It’s all the worlds we look away from,

the ghosts that need to slam doors only to scare us away, 

the litter of rainsoaked cardboard and needles,

the sock drawer full of dry cardboard and needles,

all the bad graffiti,

and the Floridians that drove 18 hours for our dope ass food pantries

— and being sent back.

It’s the high school sweethearts and entrepenuers and janitors and professors,

the lineage that trickled down from Ellis Island and the storm that keeps on coming,

the paper sales company that steals your favorite tv characters,

the most tackles on the NFL’s defensive end,

and the bragging rights when you see New York’s mother at Price Chopper.

My city is gravel and chainlink fences; it’s where the boys never outgrow softball & spend nights sinking stitches into the stars, pacing their way around homebase — again.

It’s wanting to stay and wanting to leave.

It’s the Christopher Columbus statue that we keep up just so we can keep fighting about it.

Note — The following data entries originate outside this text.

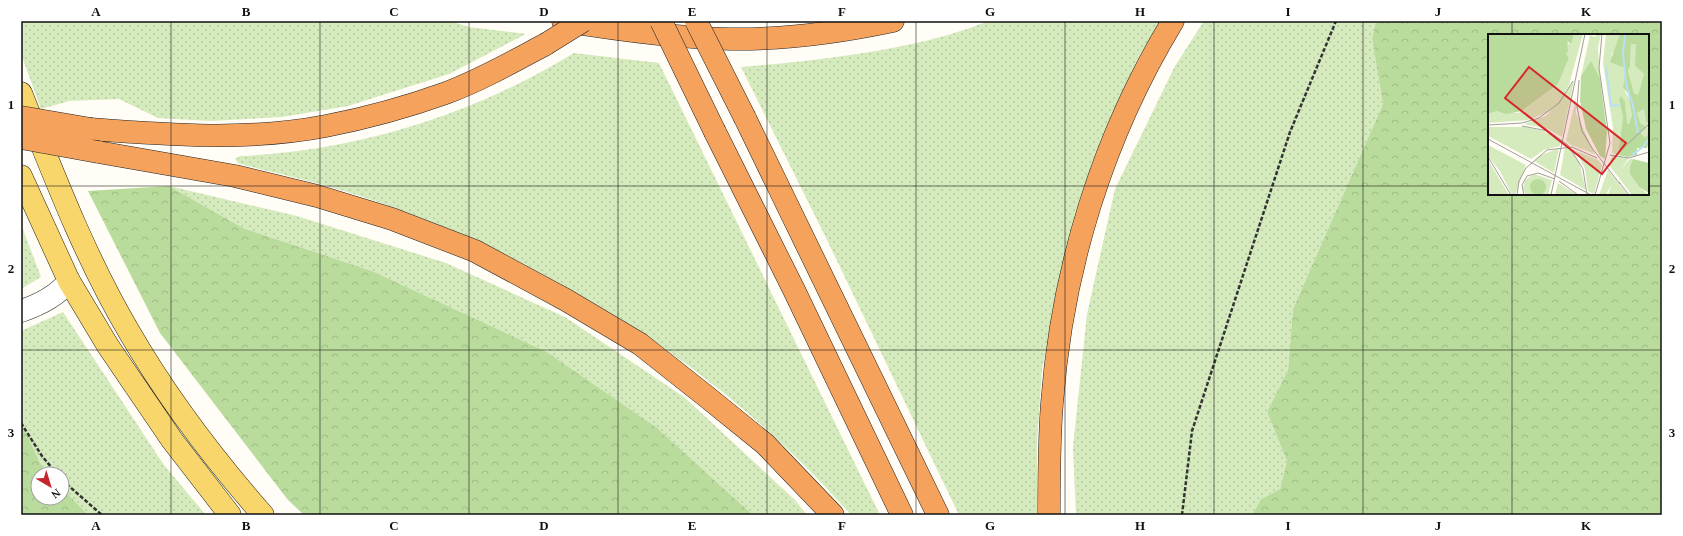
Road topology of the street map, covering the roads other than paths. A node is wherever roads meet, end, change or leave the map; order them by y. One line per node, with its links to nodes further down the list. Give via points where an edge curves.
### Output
1 (563, 21): 5 (highway, via 614,30 730,39 791,36)
2 (583, 21): 8 (highway, bridge, via 546,44 447,92 409,105 325,126 203,136 91,129)
3 (662, 21): 18 (highway, bridge)
4 (696, 21): 19 (highway, bridge)
5 (893, 21)
6 (1173, 21): 20 (highway, via 1140,80 1112,144 1091,201 1074,261 1064,307 1052,402)
7 (21, 93): 11 (main road)
8 (21, 117)
9 (21, 138): 17 (highway, bridge, via 236,176 317,196 475,251 640,344 765,444)
10 (21, 176): 12 (main road)
11 (96, 269): 12 (main road); 16 (main road, via 128,331 173,400 208,449)
12 (69, 282): 13 (street, via 50,286); 14 (street, via 49,299); 15 (main road, via 146,403)
13 (21, 300)
14 (21, 312)
15 (230, 515)
16 (263, 515)
17 (833, 515)
18 (902, 515)
19 (938, 515)
20 (1049, 515)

It’s the people loitering in corner store doorways and the people that awkwardly shimmy by.

My city is curry&adobo&baklava&pecorino romano cheese&tomato pie (with oil instead of butter)&cakey cookies with chocolate and vanilla frosting

— yes, Jerry, they’re fighting in your gut, 

    but they always shake hands

    and the promoters arrange a rematch

again and again like red and blue, 

— except that’s all guilt, no pleasure

served up on the Dave’s Diner menu.

My city is its familiar streets somewhere between

a village and NYC,

nothing and everything.

It’s the fading mural of the sun whose rays expire at the fake liberty bell.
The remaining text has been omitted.